1. Выплата дани-выхода, ее размеры, способ раскладки{1020}, порядок сбора{1021}. Следует отметить, что обычно упускается из виду, что 1480 и даже 1502 гг. не положили конец платежам (в меньших, может быть, размерах, чем выход в Золотую Орду) со стороны Русского государства Крымскому, Казанскому и Астраханскому ханствам и на содержание служилых татарских царевичей и их слуг. Это были реальные и не такие уж незначительные платежи, а не просто позднейшие подарки-поминки.

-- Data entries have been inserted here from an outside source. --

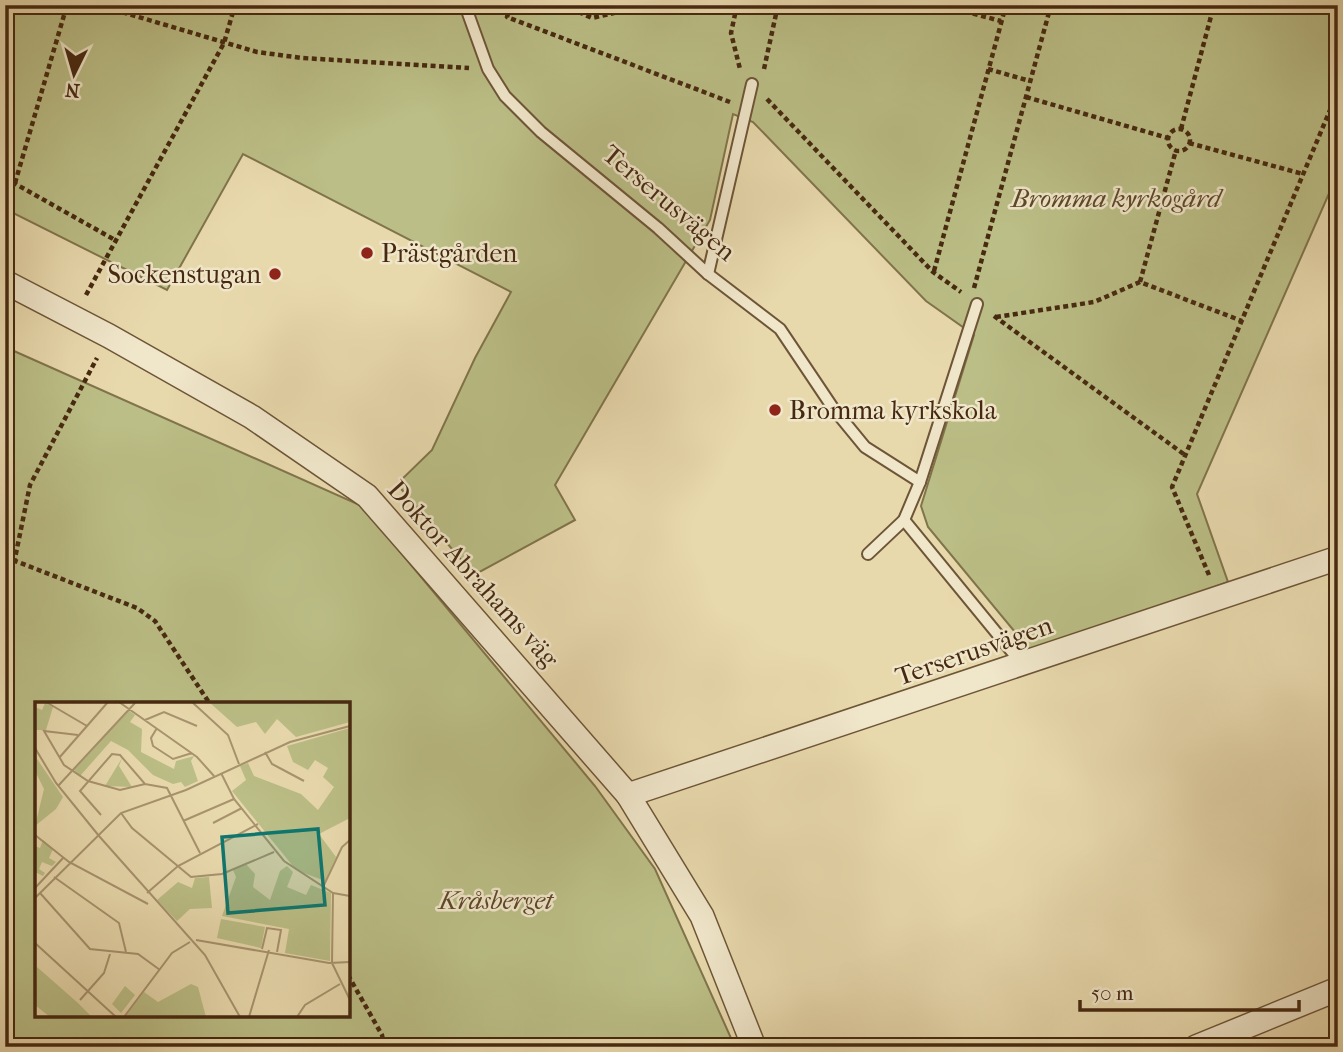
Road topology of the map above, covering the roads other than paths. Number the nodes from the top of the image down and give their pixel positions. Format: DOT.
graph roads {
  1 [pos="465,5"];
  2 [pos="752,84"];
  3 [pos="708,274"];
  4 [pos="5,282"];
  5 [pos="977,304"];
  6 [pos="920,482"];
  7 [pos="904,520"];
  8 [pos="868,554"];
  9 [pos="1338,558"];
  10 [pos="1022,664"];
  11 [pos="628,795"];
  12 [pos="1338,989"];
  13 [pos="754,1047"];
  14 [pos="1196,1047"];
  1 -- 3 [label="lane, Terserusvägen"];
  2 -- 3 [label="lane"];
  3 -- 6 [label="lane, Terserusvägen"];
  4 -- 11 [label="street, Doktor Abrahams väg"];
  5 -- 6 [label="lane"];
  6 -- 7 [label="lane"];
  7 -- 8 [label="lane"];
  7 -- 10 [label="lane"];
  9 -- 10 [label="street, Terserusvägen"];
  10 -- 11 [label="street, Terserusvägen"];
  11 -- 13 [label="street, Doktor Abrahams väg"];
  12 -- 14 [label="street"];
}
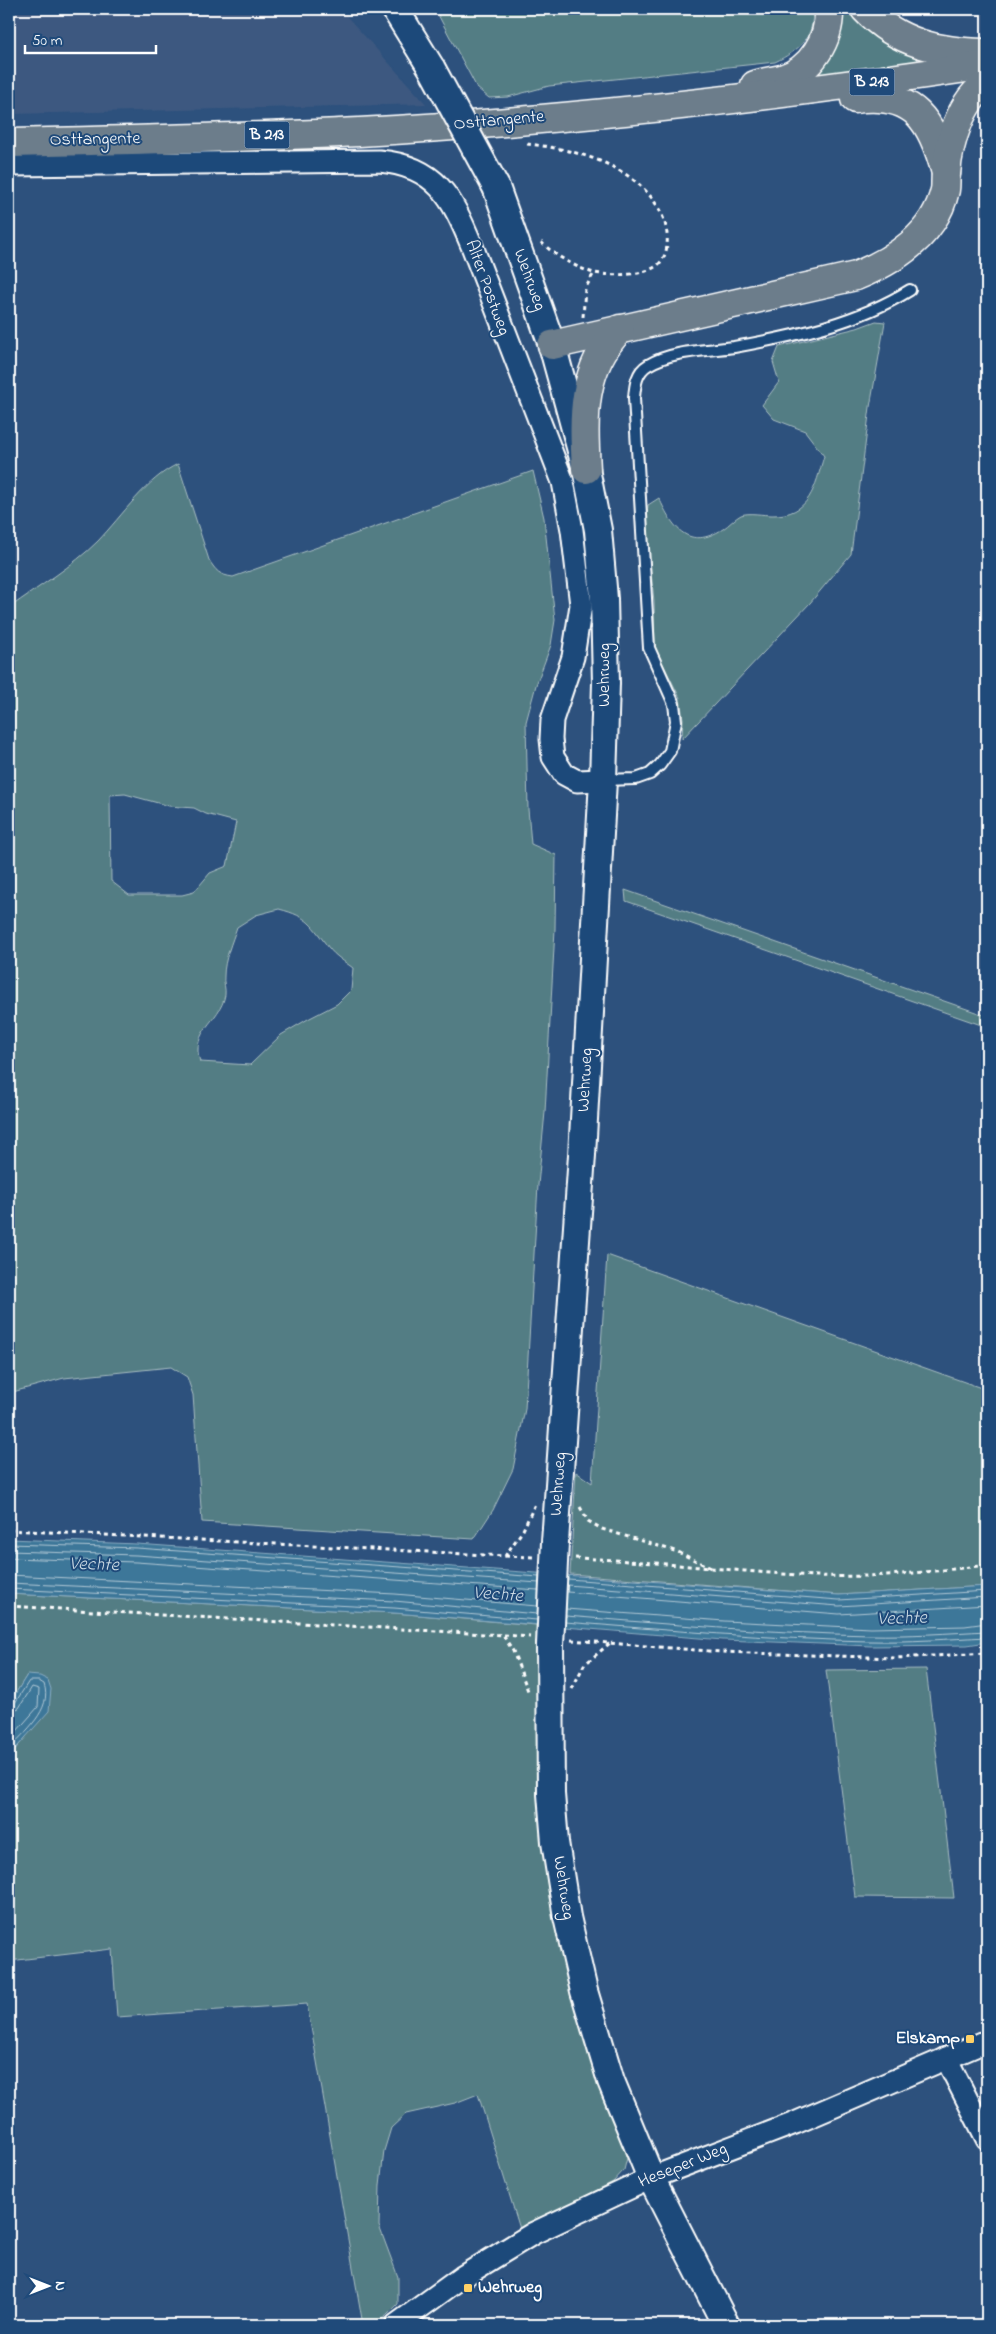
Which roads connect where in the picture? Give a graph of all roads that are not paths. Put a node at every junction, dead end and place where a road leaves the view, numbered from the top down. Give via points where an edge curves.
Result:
1 (395, 9) edge
2 (829, 9) edge
3 (865, 9) edge
4 (987, 53) edge
5 (987, 65) edge
6 (987, 84) edge
7 (756, 97) junction
8 (685, 103) junction
9 (9, 143) edge
10 (9, 165) edge
11 (946, 173) junction
12 (910, 290) dead end
13 (620, 329) junction
14 (552, 345) junction
15 (586, 469) junction
16 (603, 780) junction
17 (987, 2042) edge
18 (946, 2058) junction
19 (987, 2139) edge
20 (651, 2178) junction
21 (396, 2325) edge
22 (726, 2325) edge

1 - 14 street, Wehrweg, bridge via 432,69 496,187
2 - 8 main road via 822,44 814,57 800,69 783,78
3 - 4 main road via 878,22 909,41 932,49
5 - 7 main road, Osttangente / B 213
6 - 11 main road via 964,108
7 - 8 main road, Osttangente / B 213
7 - 11 main road via 831,102 875,96 896,99 916,112 931,128
8 - 9 main road, Osttangente / B 213 via 526,120 359,132
10 - 16 street, Alter Postweg via 378,161 410,168 429,177 444,191 457,210 472,246 563,482 581,605 573,657 552,720 553,757 564,774 577,781
11 - 13 main road via 946,189 924,233 880,266 856,276
12 - 16 lane via 881,308 843,322 765,341 673,356 648,365 640,372 636,382 634,417 649,648 674,704 676,721 670,751 650,774 636,779
13 - 14 main road
13 - 15 main road via 595,363 583,422
14 - 15 street, Wehrweg
15 - 16 street, Wehrweg via 598,530 604,599
16 - 20 street, Wehrweg, bridge via 582,1155 559,1475 557,1552 548,1640 551,1794 567,1917 584,1991 611,2081
17 - 18 street, Heseper Weg
18 - 19 street
18 - 20 street, Heseper Weg via 795,2123
20 - 21 street, Heseper Weg via 534,2232 462,2277
20 - 22 street, Wehrweg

Их выплата фиксируется в духовной грамоте Ивана III (1504) и договорах его сыновей Василия и Юрия (1504 и 1531){1022}.

В духовных и договорных грамотах отражены разные коллизии среди русских князей по поводу дани: уплата одними выхода в долг за других, предоставление льгот{1023}.

Многократно (начиная с духовной Дмитрия Донского и его последнего договора с Владимиром Серпуховским) высказаны в грамотах надежды на то, что русские князья перестанут платить дань Орде и все собираемые средства тогда останутся у них. При этом в одних случаях речь идет о том, что «переменит бог Орду»{1024}, а в других (начиная с Василия II, а постоянно — с Ивана III) — что великий князь, через которого шла дань, ее «не даст»{1025}.

2. Другие повинности в пользу Орды — ям{1026}, обслуживание и содержание татарских послов{1027}.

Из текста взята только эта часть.